• DATA SECTION
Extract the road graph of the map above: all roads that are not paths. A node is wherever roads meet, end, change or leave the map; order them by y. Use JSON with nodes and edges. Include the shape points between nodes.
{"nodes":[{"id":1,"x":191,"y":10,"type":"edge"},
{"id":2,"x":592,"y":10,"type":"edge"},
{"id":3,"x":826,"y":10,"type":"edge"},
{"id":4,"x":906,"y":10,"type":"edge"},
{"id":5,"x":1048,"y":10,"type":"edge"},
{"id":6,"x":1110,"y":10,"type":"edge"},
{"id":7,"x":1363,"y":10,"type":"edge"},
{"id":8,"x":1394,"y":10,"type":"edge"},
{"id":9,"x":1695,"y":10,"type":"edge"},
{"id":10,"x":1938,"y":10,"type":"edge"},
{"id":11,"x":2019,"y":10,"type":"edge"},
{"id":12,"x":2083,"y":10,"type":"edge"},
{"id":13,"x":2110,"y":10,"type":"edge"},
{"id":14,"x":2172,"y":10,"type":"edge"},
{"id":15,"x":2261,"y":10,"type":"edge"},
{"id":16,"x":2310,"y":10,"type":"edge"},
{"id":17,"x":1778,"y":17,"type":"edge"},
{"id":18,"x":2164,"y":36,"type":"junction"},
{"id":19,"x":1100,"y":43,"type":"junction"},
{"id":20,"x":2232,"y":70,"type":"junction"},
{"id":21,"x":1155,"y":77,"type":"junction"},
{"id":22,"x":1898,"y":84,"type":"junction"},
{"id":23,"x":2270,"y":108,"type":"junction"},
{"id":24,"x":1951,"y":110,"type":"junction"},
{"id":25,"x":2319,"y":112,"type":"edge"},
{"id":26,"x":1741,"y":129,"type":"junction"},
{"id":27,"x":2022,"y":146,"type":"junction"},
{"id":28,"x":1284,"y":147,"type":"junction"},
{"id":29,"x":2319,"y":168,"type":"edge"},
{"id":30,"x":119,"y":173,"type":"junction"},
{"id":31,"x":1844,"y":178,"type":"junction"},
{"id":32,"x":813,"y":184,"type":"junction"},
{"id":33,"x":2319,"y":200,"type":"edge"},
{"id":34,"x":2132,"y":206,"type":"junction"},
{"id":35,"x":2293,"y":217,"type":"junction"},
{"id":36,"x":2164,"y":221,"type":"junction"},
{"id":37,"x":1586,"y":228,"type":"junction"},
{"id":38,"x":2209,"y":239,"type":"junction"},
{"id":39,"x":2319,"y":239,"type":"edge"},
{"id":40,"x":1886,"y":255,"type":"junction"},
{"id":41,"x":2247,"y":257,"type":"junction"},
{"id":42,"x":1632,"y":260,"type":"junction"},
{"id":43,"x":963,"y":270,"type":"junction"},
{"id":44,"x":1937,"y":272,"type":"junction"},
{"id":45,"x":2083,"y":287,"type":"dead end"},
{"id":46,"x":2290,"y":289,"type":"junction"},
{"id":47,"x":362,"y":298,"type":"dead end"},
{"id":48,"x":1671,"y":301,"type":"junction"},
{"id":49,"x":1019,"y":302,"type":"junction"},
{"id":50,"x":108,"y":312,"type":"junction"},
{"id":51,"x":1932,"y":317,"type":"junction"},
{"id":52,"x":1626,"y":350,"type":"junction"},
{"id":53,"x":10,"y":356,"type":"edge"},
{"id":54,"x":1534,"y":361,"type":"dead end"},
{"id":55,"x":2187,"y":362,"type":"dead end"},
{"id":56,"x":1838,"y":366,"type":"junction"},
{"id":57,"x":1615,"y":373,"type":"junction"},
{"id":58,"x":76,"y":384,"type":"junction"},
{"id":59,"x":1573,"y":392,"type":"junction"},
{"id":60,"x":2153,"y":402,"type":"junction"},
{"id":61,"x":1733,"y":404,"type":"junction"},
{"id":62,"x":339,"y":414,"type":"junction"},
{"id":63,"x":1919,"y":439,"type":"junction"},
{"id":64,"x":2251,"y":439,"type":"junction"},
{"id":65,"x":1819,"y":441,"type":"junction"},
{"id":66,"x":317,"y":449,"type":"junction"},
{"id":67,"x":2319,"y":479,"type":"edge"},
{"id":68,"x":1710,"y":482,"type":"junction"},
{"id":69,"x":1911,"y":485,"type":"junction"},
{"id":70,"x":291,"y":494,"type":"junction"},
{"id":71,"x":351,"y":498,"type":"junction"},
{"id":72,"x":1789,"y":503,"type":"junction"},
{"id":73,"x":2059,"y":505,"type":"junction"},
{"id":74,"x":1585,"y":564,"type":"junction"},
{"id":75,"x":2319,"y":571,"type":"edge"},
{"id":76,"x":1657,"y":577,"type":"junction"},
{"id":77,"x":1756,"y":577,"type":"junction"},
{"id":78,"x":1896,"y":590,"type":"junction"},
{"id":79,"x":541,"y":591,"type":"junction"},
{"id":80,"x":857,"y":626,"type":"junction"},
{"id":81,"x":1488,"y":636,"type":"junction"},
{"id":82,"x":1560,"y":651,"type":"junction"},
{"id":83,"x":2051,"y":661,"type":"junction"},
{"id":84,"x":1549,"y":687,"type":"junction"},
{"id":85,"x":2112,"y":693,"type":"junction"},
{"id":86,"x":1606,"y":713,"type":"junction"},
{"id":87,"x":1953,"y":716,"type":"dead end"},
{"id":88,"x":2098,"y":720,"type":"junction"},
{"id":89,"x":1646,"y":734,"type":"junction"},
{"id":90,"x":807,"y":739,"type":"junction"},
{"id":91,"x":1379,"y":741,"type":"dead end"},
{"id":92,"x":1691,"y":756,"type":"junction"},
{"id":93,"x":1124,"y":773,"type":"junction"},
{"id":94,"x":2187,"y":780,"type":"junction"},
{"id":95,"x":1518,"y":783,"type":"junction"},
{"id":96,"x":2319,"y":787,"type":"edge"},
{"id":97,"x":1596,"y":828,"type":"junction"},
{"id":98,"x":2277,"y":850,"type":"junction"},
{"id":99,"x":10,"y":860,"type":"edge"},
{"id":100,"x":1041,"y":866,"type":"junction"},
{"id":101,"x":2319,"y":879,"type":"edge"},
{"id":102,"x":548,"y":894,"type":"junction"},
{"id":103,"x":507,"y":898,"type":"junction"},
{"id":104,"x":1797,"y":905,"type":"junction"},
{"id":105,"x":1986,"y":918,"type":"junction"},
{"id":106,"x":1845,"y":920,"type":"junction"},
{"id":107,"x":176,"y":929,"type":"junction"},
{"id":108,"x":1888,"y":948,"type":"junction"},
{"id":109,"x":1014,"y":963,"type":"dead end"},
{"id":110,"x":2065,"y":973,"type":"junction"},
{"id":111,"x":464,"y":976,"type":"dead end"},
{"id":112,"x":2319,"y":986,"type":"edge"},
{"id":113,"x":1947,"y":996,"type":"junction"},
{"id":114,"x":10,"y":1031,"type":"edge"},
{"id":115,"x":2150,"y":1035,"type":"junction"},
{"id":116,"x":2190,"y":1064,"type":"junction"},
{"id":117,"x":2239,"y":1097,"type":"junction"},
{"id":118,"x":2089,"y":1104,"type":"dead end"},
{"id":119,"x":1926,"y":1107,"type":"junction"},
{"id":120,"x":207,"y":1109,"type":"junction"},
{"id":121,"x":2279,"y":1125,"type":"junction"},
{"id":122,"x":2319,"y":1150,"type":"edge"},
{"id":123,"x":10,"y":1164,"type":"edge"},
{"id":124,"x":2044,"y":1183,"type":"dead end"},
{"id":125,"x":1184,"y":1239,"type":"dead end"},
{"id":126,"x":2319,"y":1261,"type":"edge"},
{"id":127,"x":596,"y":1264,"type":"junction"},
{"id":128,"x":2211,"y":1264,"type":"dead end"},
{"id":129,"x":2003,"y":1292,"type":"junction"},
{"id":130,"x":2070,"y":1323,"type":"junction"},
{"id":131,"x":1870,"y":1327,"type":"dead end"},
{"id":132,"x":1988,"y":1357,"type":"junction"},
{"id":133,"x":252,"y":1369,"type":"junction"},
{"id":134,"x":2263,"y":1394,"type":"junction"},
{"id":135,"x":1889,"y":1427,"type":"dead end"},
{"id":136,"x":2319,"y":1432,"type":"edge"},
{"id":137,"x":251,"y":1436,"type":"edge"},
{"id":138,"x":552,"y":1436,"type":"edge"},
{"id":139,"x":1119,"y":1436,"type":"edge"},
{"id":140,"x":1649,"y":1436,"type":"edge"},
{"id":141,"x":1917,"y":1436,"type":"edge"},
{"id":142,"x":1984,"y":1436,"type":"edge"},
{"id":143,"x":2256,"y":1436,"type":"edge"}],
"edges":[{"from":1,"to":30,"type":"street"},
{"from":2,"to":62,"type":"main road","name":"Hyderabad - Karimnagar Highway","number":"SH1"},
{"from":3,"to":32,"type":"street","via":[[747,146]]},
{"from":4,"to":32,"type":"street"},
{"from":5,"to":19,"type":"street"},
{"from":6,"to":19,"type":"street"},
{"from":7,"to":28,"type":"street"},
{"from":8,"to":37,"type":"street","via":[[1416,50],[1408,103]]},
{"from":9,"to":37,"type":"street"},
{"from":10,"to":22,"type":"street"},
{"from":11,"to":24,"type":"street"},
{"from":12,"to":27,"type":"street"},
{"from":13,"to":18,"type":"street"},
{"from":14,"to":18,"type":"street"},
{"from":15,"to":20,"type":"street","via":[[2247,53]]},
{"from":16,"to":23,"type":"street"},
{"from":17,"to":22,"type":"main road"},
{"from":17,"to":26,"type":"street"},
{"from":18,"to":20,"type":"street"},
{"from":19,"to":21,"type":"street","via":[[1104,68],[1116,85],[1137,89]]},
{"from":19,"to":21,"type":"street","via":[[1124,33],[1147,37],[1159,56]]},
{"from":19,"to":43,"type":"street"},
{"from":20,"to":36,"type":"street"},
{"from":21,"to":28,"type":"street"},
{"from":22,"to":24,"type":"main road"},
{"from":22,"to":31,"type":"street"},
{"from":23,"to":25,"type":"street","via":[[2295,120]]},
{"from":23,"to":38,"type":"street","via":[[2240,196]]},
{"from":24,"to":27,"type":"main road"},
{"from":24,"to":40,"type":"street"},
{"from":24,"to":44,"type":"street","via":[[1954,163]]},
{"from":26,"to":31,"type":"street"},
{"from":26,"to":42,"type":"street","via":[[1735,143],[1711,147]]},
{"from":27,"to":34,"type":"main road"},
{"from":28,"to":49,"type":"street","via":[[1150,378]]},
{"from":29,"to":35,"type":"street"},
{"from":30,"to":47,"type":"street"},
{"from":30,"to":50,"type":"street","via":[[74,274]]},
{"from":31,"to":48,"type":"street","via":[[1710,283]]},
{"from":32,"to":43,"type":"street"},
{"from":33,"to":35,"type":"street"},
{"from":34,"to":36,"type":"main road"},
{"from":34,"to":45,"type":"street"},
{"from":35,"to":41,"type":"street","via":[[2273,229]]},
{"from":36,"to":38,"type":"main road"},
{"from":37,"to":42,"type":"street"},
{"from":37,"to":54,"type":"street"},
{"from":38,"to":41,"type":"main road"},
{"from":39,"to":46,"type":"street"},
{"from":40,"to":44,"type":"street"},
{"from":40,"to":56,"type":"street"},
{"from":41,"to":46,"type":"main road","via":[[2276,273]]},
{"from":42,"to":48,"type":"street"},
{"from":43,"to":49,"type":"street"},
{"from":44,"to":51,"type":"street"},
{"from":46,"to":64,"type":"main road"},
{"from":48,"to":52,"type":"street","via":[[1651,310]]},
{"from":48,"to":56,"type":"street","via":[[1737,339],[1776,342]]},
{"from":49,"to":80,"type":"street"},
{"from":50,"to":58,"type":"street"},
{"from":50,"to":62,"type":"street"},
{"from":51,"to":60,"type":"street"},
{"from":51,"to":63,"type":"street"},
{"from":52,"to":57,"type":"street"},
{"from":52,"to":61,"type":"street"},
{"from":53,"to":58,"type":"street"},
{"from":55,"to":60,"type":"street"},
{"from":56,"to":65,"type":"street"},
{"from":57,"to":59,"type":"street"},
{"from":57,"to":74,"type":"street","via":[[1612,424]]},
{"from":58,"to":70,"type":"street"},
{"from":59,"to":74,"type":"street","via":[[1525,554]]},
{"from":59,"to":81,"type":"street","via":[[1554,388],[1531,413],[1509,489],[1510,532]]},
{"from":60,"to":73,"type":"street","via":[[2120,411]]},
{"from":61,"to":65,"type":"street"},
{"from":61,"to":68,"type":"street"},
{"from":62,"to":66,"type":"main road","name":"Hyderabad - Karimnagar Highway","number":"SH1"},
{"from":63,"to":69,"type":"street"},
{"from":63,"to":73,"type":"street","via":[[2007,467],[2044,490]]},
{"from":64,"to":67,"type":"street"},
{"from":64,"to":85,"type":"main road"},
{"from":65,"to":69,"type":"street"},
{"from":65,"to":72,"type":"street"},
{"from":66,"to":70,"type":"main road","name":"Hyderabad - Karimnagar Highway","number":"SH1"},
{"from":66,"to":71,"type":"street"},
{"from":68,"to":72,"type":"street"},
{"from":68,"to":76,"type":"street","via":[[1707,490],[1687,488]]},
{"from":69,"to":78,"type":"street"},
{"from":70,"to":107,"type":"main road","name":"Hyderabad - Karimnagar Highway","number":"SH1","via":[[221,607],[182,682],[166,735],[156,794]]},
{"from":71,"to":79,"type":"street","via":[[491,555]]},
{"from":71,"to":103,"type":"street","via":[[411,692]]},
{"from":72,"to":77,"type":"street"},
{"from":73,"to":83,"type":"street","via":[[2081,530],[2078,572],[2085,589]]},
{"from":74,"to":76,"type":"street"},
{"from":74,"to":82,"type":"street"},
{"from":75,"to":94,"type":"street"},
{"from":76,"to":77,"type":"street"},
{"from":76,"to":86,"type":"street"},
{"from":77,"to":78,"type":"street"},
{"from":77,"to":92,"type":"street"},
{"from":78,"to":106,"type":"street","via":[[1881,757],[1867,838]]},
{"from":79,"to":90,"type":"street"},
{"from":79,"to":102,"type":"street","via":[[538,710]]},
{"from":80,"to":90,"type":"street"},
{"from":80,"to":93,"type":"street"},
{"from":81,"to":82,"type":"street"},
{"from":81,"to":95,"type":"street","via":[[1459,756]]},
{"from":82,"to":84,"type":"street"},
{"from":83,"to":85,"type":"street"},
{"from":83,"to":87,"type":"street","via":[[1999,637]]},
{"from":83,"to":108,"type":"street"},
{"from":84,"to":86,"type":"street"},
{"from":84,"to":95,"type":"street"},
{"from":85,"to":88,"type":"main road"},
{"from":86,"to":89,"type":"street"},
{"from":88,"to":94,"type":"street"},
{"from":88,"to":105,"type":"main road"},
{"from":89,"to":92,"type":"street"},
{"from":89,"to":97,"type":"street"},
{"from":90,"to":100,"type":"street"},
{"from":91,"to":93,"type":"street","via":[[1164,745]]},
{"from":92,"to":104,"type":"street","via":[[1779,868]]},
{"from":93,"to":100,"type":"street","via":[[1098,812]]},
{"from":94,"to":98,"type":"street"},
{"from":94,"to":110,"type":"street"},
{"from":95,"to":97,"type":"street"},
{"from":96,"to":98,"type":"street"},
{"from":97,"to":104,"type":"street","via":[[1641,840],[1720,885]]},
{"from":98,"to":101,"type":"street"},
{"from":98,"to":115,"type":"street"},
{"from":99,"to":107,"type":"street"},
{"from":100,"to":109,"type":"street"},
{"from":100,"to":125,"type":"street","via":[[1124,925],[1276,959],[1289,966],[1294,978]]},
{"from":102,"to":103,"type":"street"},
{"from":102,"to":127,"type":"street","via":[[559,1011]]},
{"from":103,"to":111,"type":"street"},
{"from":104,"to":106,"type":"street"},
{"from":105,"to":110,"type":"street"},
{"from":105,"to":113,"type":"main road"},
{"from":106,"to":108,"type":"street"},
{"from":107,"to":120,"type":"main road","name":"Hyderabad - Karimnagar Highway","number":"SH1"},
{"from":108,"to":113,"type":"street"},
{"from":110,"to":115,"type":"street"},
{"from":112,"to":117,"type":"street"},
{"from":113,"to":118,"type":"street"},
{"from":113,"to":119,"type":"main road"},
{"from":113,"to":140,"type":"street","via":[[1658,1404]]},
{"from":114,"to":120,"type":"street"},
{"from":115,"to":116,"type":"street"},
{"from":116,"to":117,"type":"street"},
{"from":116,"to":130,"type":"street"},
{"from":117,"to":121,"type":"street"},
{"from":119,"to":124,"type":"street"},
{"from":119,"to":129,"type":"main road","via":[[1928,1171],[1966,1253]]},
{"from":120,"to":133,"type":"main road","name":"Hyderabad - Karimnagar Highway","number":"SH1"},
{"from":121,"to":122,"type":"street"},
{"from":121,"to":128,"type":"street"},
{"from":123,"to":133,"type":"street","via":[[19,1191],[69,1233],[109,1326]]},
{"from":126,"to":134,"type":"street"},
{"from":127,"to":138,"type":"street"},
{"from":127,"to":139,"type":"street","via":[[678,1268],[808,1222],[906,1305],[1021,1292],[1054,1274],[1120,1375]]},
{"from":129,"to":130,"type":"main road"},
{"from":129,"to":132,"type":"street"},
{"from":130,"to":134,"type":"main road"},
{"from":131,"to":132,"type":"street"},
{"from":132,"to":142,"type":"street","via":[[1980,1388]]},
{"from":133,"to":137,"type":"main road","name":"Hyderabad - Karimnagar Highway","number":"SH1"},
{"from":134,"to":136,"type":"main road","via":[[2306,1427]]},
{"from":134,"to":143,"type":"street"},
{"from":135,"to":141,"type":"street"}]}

• PROBLEM TO WORK ON
Copy out each line of the records that holds the string "nodes".

• FINAL ANSWER
Extract the road graph of the map above: all roads that are not paths. A node is wherever roads meet, end, change or leave the map; order them by y. Use JSON with nodes and edges. Include the shape points between nodes.
{"nodes":[{"id":1,"x":191,"y":10,"type":"edge"},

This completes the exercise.